Hybrid Self-evolving Structured Memory for GUI Agents
This addresses the problem of inefficient memory retrieval for GUI agents, offering a novel solution with significant performance gains, though it is incremental in advancing existing memory approaches.
The paper tackles the challenge of enabling GUI agents to handle long-horizon computer-use tasks by proposing HyMEM, a graph-based memory system that improves performance, boosting Qwen2.5-VL-7B by +22.5% and outperforming models like Gemini2.5-Pro-Vision and GPT-4o.

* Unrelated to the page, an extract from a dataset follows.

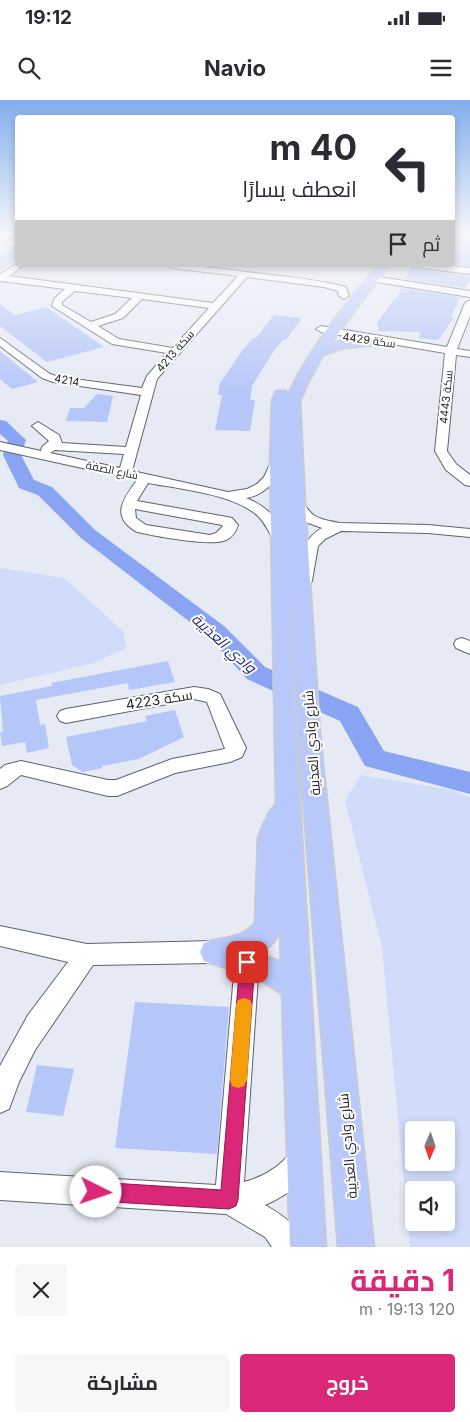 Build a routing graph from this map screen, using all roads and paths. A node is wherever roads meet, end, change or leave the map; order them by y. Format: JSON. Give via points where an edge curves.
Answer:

The remarkable progress of vision-language models (VLMs) has enabled GUI agents to interact with computers in a human-like manner. Yet real-world computer-use tasks remain difficult due to long-horizon workflows, diverse interfaces, and frequent intermediate errors. Prior work equips agents with external memory built from large collections of trajectories, but relies on flat retrieval over discrete summaries or continuous embeddings, falling short of the structured organization and self-evolving characteristics of human memory. Inspired by the brain, we propose Hybrid Self-evolving Structured Memory (HyMEM), a graph-based memory that couples discrete high-level symbolic nodes with continuous trajectory embeddings. HyMEM maintains a graph structure to support multi-hop retrieval, self-evolution via node update operations, and on-the-fly working-memory refreshing during inference. Extensive experiments show that HyMEM consistently improves open-source GUI agents, enabling 7B/8B backbones to match or surpass strong closed-source models; notably, it boosts Qwen2.5-VL-7B by +22.5% and outperforms Gemini2.5-Pro-Vision and GPT-4o.